**Prompt**
State only how many lines in the listing contain the string "Bola".

**Source material**
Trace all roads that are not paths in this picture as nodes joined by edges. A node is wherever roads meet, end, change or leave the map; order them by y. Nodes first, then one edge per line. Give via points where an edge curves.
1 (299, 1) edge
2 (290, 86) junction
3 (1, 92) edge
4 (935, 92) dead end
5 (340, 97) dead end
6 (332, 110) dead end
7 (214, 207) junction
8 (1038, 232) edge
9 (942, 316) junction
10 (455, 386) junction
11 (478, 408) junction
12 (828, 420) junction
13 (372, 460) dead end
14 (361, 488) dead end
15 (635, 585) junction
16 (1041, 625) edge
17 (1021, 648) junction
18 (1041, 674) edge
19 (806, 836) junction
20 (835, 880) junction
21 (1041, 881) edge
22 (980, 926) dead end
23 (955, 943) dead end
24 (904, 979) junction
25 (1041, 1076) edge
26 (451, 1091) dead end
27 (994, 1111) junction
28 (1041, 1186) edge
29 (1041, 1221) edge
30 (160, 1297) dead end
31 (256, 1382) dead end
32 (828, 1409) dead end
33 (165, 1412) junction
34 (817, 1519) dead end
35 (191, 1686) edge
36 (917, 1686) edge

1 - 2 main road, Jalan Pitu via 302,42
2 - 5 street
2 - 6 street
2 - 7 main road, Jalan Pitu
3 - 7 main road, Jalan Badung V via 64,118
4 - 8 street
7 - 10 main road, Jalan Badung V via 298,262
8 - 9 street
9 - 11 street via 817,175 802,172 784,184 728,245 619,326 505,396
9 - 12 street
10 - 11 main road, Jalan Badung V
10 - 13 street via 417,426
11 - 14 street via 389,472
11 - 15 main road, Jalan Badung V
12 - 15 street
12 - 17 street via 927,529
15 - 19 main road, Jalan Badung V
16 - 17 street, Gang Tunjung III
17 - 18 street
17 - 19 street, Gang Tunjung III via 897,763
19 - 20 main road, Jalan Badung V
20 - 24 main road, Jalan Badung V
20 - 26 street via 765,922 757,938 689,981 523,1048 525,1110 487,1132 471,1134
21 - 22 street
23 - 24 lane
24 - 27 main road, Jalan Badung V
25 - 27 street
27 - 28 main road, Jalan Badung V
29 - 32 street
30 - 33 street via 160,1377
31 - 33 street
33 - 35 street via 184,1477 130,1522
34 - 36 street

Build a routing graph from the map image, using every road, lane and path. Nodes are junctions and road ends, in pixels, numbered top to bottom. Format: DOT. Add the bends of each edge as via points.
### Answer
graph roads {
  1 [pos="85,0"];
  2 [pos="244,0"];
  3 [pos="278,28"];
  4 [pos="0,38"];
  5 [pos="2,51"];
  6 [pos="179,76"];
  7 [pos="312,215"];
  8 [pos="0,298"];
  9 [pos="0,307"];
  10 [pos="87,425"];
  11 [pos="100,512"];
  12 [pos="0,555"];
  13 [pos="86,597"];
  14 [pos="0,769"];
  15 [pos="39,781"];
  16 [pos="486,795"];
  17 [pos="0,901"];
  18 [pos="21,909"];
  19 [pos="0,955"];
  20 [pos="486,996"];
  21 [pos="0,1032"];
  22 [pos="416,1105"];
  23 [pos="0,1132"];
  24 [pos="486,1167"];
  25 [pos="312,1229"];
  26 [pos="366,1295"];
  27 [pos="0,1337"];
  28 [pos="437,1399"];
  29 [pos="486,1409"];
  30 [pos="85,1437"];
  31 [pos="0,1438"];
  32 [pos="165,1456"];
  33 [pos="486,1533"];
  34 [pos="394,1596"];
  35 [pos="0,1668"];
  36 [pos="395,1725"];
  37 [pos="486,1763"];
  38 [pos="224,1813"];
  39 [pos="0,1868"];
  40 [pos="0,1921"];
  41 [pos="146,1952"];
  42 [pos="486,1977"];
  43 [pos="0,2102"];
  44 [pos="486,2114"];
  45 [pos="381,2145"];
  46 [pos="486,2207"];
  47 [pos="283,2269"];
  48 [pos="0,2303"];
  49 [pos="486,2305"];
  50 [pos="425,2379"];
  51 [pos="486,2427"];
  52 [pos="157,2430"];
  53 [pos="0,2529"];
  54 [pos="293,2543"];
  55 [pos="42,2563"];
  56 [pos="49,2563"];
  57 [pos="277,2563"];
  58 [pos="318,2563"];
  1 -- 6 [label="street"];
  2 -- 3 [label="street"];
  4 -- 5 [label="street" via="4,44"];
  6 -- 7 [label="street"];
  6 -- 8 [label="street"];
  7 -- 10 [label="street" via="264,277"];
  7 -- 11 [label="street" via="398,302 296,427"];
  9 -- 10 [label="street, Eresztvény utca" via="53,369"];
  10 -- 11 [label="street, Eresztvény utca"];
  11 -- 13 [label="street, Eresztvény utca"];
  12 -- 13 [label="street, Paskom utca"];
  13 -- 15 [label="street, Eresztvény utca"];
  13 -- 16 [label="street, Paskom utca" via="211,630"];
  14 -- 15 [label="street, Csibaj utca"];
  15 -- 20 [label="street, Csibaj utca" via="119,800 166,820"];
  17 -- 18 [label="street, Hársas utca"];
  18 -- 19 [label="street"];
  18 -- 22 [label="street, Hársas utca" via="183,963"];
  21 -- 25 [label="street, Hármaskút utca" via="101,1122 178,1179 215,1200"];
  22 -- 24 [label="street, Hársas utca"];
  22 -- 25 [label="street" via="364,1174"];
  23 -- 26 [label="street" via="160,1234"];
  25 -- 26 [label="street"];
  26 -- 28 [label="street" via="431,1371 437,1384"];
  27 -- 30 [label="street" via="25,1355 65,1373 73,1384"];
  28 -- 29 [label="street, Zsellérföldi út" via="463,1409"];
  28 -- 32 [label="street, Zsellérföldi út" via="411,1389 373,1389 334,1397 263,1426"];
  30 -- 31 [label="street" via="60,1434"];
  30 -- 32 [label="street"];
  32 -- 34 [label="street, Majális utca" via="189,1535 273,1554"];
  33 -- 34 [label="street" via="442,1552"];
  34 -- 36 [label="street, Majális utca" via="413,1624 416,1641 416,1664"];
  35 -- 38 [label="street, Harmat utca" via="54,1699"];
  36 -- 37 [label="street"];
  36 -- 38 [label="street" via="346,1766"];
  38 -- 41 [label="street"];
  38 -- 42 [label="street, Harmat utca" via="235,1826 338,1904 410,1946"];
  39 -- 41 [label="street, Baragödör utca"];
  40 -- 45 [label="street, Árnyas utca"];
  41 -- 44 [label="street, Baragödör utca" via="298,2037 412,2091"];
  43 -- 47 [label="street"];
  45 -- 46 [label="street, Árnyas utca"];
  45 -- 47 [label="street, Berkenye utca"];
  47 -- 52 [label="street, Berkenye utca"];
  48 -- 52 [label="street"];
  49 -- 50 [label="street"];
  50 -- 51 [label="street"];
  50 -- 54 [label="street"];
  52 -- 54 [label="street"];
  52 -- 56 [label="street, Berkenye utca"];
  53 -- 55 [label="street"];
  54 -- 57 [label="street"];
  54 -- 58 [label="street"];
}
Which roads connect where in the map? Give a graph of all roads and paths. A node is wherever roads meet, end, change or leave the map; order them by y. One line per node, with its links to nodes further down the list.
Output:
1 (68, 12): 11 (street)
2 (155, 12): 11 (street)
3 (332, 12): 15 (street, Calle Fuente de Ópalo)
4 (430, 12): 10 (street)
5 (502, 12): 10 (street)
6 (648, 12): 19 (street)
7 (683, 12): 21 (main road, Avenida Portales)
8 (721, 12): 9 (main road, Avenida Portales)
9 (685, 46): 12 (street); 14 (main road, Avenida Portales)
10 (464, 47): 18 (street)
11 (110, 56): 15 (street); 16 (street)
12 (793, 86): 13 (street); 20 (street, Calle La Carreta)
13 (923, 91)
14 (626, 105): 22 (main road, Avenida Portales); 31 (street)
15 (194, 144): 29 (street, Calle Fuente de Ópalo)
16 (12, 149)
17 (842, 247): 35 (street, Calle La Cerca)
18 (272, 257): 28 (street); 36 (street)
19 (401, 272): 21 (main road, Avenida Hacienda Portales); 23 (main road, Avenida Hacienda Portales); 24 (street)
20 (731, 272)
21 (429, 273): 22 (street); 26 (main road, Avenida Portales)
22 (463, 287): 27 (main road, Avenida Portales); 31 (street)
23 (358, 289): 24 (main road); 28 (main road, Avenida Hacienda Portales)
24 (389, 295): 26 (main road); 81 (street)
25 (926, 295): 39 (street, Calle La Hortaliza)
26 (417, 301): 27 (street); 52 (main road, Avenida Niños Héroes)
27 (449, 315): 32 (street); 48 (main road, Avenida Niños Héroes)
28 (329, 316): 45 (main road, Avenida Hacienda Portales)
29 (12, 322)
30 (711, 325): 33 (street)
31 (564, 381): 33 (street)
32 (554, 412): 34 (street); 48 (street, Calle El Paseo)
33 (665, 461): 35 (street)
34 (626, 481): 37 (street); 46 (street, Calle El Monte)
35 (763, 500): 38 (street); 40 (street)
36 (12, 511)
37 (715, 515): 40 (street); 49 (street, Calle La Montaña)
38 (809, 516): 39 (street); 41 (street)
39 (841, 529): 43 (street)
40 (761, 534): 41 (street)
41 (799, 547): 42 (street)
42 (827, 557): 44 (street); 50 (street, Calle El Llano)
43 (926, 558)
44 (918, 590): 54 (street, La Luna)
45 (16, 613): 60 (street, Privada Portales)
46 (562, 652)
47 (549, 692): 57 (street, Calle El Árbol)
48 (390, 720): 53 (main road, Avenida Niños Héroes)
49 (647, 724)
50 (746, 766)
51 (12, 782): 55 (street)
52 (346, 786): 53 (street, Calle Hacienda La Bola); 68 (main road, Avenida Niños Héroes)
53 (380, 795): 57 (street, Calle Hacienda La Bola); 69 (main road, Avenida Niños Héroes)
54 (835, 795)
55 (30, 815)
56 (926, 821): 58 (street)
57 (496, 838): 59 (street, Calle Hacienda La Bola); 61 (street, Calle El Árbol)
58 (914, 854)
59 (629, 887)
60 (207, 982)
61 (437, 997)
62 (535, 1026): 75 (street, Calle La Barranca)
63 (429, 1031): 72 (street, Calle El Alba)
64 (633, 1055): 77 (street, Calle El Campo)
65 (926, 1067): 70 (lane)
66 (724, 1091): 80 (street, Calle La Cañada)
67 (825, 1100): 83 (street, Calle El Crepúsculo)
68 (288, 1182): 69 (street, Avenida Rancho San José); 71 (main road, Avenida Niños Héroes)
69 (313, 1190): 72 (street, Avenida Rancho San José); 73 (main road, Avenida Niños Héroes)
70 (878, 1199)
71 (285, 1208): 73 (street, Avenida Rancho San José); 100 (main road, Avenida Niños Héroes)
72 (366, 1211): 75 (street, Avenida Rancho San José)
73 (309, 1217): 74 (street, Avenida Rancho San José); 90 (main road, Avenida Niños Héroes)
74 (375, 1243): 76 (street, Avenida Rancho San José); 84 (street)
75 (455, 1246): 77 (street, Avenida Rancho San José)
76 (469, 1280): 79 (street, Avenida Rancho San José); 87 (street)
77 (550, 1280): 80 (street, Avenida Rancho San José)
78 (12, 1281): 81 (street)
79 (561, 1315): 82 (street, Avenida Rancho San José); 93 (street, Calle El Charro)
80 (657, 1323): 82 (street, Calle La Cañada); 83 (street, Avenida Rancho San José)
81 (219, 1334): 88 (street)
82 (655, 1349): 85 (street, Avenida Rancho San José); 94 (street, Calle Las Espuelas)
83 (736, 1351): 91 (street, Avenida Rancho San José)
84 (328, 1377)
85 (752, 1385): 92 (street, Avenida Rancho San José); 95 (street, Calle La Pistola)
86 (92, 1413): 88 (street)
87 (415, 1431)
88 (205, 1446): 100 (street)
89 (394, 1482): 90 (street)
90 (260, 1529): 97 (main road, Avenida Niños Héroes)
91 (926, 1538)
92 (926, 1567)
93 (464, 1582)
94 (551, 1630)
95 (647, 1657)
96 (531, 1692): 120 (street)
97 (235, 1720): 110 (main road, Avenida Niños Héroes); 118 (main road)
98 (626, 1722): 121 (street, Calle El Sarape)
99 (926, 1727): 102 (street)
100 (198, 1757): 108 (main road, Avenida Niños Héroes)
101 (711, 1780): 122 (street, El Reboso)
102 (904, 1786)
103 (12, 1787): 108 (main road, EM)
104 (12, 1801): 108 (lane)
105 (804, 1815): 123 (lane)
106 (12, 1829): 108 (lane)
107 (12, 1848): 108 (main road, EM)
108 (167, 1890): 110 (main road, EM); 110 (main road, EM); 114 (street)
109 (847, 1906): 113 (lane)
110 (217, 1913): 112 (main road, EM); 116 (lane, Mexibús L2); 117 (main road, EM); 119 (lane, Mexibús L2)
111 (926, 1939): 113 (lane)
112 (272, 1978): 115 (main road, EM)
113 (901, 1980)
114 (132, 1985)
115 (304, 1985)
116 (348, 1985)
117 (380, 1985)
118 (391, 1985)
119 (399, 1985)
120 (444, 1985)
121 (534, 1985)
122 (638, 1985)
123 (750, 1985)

**Response to this task**
3